例2 使用explain dependency查看SQL查詢分區表。

explain dependency
-- 統計年齡小於30歲各個年齡里，昵稱裡帶“小”的人數,其中ymd欄位為分區欄位
select age,count(0) as num from temp.user_info_all where ymd >= '20230501'
and age < 30 and nick like '%小%'
group by age;

輸出結果內容：

{"input_tables":[{"tablename":"temp@user_info_all","tabletype":"MANAGED_TABLE"}],"input_partitions":[{"partitionName":"temp@user_info_all@ymd=20230501"},{"partitionName":"temp@user_info_all@ymd=20230502"},{"partitionName":"temp@user_info_all@ymd=20230503"},{"partitionName":"temp@user_info_all@ymd=20230504"},{"partitionName":"temp@user_info_all@ymd=20230505"},{"partitionName":"temp@user_info_all@ymd=20230529"}]}

2.藉助explain dependency解決一些常見問題

explain dependency的使用場景有以下幾個：

場景一，快速排除。快速排除因為讀不到相應分區的數據而導致任務數據輸出異常。例如，在一個以天為分區的任務中，上游任務因為生產過程不可控因素出現異常或者空跑，導致下游任務引發異常。通過這種方式，可以快速查看SQL讀取的分區是否出現異常。

場景二，理清表的輸入，幫助理解程式的運行，特別是有助於理解有多重子查詢，多表連接的依賴輸入。

場景三，提前通過解析hiveSQL腳本進行血緣依賴解析，用於一些定製化數據平臺工具開發中的血緣構建。
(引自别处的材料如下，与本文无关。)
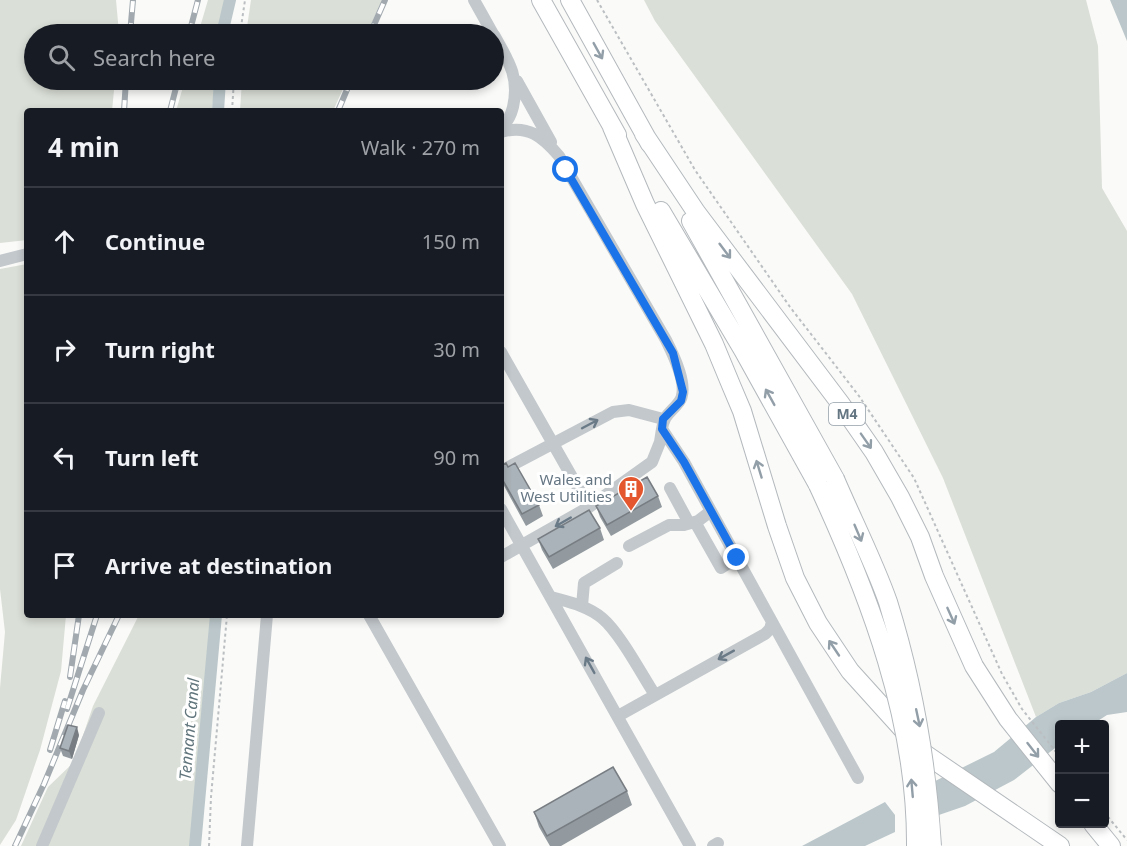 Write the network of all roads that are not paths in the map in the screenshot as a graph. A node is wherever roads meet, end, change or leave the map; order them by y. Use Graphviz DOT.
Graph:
graph roads {
  1 [pos="474,0"];
  2 [pos="541,0"];
  3 [pos="570,0"];
  4 [pos="488,24"];
  5 [pos="504,55"];
  6 [pos="515,77"];
  7 [pos="504,126"];
  8 [pos="612,127"];
  9 [pos="504,130"];
  10 [pos="644,134"];
  11 [pos="559,156"];
  12 [pos="24,255"];
  13 [pos="0,261"];
  14 [pos="504,358"];
  15 [pos="662,424"];
  16 [pos="553,444"];
  17 [pos="504,469"];
  18 [pos="827,482"];
  19 [pos="670,488"];
  20 [pos="590,507"];
  21 [pos="711,511"];
  22 [pos="504,514"];
  23 [pos="692,522"];
  24 [pos="522,545"];
  25 [pos="629,546"];
  26 [pos="504,555"];
  27 [pos="737,558"];
  28 [pos="617,563"];
  29 [pos="551,597"];
  30 [pos="582,606"];
  31 [pos="267,618"];
  32 [pos="371,618"];
  33 [pos="772,622"];
  34 [pos="655,695"];
  35 [pos="99,713"];
  36 [pos="618,716"];
  37 [pos="1055,777"];
  38 [pos="858,778"];
  39 [pos="1096,828"];
  40 [pos="42,846"];
  41 [pos="247,846"];
  42 [pos="500,846"];
  43 [pos="690,846"];
  44 [pos="916,846"];
  45 [pos="932,846"];
  46 [pos="1060,846"];
  47 [pos="1111,846"];
  1 -- 4 [label="lane"];
  2 -- 8 [label="highway, M4"];
  3 -- 10 [label="highway, M4, one-way"];
  5 -- 6 [label="lane"];
  6 -- 7 [label="lane"];
  6 -- 11 [label="lane"];
  18 -- 8 [label="highway, M4, one-way"];
  46 -- 8 [label="highway, M4, one-way, bridge"];
  9 -- 11 [label="lane"];
  10 -- 18 [label="highway, M4"];
  10 -- 37 [label="highway, M4, one-way"];
  11 -- 15 [label="lane"];
  12 -- 13 [label="lane"];
  14 -- 16 [label="lane"];
  16 -- 15 [label="lane, one-way"];
  15 -- 20 [label="lane"];
  15 -- 21 [label="lane"];
  16 -- 17 [label="lane"];
  16 -- 20 [label="lane"];
  44 -- 18 [label="highway, M4, one-way, bridge"];
  18 -- 45 [label="highway, M4, one-way, bridge"];
  19 -- 23 [label="lane"];
  20 -- 24 [label="lane, one-way"];
  21 -- 23 [label="lane"];
  21 -- 27 [label="lane"];
  22 -- 24 [label="lane"];
  23 -- 25 [label="lane"];
  23 -- 27 [label="lane"];
  24 -- 26 [label="lane"];
  24 -- 29 [label="lane"];
  27 -- 33 [label="lane"];
  28 -- 30 [label="lane"];
  29 -- 30 [label="lane"];
  36 -- 29 [label="lane, one-way"];
  30 -- 34 [label="lane"];
  31 -- 41 [label="lane"];
  32 -- 42 [label="lane"];
  33 -- 34 [label="lane, one-way"];
  33 -- 38 [label="lane"];
  34 -- 36 [label="lane"];
  35 -- 40 [label="lane"];
  36 -- 43 [label="lane"];
  39 -- 47 [label="highway"];
}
explain dependency的使用能幫助開發者解決哪些問題呢？

2.1.識別看似等價的SQL代碼實際上是不等價的：

對於接觸SQL不久的程式員來說，很多人容易將

select * from a left join b on a.no=b.no and a.f>1 and a.f<3;

這段邏輯等價於 select * from a left join b on a.no=b.no where a.f>1 and a.f<3;

這兩段的邏輯的區別是在多表left join的時候where 後加條件是否等價與on後面加條件。

我們通過實例來看看其中的區別：

例3 使用explain dependency識別看似等價的SQL代碼。

-- 代碼1
explain dependency
select a.uid from temp.user_info_all a
left outer join temp.user_act_info b
on a.uid = b.uid and a.ymd = b.ymd and a.ymd >= '20230501' and a.ymd <= '20230502';

-- 代碼2
explain dependency
select a.uid from temp.user_info_all a
left outer join temp.user_act_info b
on a.uid = b.uid and a.ymd = b.ymd 
where a.ymd >= '20230501' and a.ymd <= '20230502';

輸出結果內容：

// 代碼1輸出結果
{"input_tables":[{"tablename":"temp@user_info_all","tabletype":"MANAGED_TABLE"},{"tablename":"temp@user_act_info","tabletype":"MANAGED_TABLE"}],"input_partitions":[{"partitionName":"temp@user_info_all@ymd=20230430"},{"partitionName":"temp@user_info_all@ymd=20230501"},{"partitionName":"temp@user_info_all@ymd=20230502"},{"partitionName":"temp@user_info_all@ymd=20230503"},{"partitionName":"temp@user_info_all@ymd=20230504"},{"partitionName":"temp@user_info_all@ymd=20230505"},{"partitionName":"temp@user_info_all@ymd=20230529"},{"partitionName":"temp@user_act_info@ymd=20230501"},{"partitionName":"temp@user_act_info@ymd=20230502"},{"partitionName":"temp@user_act_info@ymd=20230503"},{"partitionName":"temp@user_act_info@ymd=20230606"}]}

// 代碼2輸出結果
{"input_tables":[{"tablename":"temp@user_info_all","tabletype":"MANAGED_TABLE"},{"tablename":"temp@user_act_info","tabletype":"MANAGED_TABLE"}],"input_partitions":[{"partitionName":"temp@user_info_all@ymd=20230501"},{"partitionName":"temp@user_info_all@ymd=20230502"},{"partitionName":"temp@user_act_info@ymd=20230501"},{"partitionName":"temp@user_act_info@ymd=20230502"}]}

通過以上輸出結果可以看出，上面例子里的兩段SQL其實並不等價。在left join（left outer join）的連接條件中加入非等值的過濾條件後，這裡特指作用於a表，也就是連接的基表，並沒有將左外連接的左右兩個表按照過濾條件進行過濾，左外連接在執行時會讀取所有分區數據，然後進行關聯數據過濾操作。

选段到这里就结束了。